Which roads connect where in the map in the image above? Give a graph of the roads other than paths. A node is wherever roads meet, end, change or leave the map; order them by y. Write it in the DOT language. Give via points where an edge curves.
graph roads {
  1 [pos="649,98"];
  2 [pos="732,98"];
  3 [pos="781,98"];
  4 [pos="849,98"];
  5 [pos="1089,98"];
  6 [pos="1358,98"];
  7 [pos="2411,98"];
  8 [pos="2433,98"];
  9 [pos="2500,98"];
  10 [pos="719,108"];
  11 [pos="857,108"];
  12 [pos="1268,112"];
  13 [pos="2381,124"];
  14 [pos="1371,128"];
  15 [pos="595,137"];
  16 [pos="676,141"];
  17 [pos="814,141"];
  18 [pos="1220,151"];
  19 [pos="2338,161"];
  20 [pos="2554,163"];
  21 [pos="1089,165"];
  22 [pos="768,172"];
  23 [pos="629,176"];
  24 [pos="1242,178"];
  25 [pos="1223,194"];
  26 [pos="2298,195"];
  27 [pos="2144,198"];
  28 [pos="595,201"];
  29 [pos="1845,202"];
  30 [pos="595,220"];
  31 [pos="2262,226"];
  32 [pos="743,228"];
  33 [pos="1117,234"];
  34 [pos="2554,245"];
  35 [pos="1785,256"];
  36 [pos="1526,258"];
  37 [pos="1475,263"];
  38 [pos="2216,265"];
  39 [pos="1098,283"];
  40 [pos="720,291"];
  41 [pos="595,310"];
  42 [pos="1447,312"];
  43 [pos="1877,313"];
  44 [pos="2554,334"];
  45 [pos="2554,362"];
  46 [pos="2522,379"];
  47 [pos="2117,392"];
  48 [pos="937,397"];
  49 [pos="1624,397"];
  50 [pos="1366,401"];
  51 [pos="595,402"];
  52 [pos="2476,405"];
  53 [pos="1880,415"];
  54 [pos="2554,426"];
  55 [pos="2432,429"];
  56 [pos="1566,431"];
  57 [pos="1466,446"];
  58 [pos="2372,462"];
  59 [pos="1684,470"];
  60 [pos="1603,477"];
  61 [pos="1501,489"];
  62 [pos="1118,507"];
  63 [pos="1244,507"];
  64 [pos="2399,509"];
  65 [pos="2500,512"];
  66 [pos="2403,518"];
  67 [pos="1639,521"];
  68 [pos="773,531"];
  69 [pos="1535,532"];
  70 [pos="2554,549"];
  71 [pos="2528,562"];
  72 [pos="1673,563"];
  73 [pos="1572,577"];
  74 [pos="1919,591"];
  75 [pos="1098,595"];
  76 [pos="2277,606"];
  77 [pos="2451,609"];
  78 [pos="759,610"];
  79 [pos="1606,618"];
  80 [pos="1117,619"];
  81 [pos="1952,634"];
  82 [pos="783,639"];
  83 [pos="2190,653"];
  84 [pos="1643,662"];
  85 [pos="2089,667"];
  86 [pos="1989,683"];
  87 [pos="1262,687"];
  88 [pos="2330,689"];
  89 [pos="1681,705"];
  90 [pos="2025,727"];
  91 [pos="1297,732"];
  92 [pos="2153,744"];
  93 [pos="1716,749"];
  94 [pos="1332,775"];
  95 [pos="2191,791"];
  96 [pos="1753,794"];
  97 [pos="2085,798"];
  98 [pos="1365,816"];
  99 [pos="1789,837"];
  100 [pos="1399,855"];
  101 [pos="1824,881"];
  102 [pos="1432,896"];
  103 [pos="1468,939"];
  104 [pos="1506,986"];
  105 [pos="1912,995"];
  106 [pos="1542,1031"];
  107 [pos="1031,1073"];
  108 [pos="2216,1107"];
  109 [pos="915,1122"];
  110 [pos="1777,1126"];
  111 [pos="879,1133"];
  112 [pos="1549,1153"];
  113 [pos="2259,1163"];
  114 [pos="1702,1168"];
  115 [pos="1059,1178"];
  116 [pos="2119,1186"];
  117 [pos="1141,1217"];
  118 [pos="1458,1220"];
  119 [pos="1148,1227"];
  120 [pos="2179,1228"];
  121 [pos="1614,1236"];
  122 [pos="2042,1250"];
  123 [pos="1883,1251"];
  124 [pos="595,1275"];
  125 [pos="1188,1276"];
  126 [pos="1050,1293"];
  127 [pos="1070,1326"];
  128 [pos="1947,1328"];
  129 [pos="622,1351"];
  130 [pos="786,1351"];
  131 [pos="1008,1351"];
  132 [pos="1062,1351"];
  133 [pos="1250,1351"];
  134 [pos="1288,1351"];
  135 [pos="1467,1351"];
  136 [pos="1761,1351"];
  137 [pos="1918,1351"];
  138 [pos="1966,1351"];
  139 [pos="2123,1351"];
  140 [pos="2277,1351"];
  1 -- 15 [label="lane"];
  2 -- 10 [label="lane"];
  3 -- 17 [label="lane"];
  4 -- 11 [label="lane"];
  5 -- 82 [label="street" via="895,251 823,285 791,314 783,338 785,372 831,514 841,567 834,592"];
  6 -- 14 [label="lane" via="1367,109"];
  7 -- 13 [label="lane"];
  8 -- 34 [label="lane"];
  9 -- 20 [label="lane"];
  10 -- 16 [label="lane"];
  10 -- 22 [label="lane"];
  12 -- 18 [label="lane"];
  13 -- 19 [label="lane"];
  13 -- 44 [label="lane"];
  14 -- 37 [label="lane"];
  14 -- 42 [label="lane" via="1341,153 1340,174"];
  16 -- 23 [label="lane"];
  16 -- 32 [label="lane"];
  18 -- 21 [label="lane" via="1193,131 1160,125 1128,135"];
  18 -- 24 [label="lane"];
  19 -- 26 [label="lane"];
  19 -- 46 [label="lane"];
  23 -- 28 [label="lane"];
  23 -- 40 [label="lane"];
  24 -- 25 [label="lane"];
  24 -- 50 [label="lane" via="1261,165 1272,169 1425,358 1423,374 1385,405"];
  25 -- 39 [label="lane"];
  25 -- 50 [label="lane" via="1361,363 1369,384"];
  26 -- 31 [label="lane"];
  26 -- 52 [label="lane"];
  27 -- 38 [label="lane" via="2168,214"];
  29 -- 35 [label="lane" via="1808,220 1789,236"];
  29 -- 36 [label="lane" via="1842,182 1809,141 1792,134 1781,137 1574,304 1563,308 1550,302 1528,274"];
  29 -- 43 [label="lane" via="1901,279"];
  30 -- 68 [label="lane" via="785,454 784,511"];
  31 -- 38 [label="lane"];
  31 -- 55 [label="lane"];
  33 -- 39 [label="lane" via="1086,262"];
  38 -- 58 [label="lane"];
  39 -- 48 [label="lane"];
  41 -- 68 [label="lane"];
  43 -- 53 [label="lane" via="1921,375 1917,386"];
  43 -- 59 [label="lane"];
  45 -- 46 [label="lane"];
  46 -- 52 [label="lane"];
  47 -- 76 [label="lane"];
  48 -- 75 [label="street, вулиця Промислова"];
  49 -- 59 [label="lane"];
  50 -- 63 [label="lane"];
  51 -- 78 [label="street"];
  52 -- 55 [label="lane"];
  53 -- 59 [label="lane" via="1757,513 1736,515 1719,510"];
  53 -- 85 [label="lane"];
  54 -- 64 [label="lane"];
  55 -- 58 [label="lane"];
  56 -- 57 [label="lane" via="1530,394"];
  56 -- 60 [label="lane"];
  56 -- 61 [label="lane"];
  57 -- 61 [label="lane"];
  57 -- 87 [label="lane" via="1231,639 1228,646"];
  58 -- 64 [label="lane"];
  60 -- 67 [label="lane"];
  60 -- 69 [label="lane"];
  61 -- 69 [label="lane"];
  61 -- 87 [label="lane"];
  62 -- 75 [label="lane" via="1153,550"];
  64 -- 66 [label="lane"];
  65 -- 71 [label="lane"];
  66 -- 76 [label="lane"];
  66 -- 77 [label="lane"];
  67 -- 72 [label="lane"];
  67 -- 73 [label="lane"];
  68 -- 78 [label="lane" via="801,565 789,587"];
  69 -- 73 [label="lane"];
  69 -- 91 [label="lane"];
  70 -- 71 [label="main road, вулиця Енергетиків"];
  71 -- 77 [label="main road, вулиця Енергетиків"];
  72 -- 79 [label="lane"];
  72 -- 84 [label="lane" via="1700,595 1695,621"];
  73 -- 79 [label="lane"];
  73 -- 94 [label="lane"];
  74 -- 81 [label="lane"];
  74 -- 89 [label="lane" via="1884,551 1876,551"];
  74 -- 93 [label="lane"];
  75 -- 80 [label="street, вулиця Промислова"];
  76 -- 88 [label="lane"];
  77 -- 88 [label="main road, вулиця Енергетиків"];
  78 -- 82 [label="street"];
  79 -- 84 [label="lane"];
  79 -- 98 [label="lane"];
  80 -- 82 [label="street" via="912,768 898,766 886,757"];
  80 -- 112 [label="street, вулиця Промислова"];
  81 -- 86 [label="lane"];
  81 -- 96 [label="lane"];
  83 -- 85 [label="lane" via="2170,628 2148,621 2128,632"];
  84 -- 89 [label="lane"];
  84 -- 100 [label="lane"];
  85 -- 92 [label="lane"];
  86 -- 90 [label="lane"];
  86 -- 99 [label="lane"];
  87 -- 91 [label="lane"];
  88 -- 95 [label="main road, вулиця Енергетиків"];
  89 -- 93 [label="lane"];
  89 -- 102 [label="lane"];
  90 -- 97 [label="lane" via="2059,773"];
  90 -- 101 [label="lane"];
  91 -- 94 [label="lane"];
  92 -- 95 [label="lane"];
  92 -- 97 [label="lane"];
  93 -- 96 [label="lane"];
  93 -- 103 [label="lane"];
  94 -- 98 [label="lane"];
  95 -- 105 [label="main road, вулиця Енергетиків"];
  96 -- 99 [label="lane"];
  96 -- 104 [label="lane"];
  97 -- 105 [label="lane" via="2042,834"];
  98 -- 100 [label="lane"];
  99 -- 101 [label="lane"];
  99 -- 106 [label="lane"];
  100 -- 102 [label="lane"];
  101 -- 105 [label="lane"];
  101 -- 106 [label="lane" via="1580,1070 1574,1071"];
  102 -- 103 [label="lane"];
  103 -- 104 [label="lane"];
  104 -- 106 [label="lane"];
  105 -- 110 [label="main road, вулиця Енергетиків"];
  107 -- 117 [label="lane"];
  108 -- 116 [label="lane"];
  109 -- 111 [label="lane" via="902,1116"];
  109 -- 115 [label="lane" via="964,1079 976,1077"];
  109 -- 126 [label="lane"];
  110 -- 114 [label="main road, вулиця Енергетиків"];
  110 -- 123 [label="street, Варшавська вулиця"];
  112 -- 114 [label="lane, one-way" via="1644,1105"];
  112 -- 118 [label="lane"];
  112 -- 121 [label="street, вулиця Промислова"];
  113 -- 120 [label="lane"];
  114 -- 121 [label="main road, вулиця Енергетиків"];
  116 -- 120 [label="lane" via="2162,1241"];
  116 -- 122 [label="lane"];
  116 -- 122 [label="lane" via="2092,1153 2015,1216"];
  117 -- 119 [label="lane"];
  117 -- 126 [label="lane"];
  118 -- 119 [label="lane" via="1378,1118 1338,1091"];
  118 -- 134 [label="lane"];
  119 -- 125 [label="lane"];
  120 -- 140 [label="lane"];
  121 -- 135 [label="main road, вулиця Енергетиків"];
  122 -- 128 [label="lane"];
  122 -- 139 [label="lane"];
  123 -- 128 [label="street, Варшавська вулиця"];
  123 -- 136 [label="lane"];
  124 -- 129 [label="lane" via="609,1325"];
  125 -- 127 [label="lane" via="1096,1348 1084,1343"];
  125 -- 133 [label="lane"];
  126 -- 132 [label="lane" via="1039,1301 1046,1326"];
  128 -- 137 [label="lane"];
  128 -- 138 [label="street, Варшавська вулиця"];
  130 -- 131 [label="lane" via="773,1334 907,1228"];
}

· · ·

REQUIRED WORK: Each line of the data that has the string "roads" should be returned.

SOLUTION FOR THIS TASK:
Which roads connect where in the map in the image above? Give a graph of the roads other than paths. A node is wherever roads meet, end, change or leave the map; order them by y. Write it in the DOT language. Give via points where an edge curves.
graph roads {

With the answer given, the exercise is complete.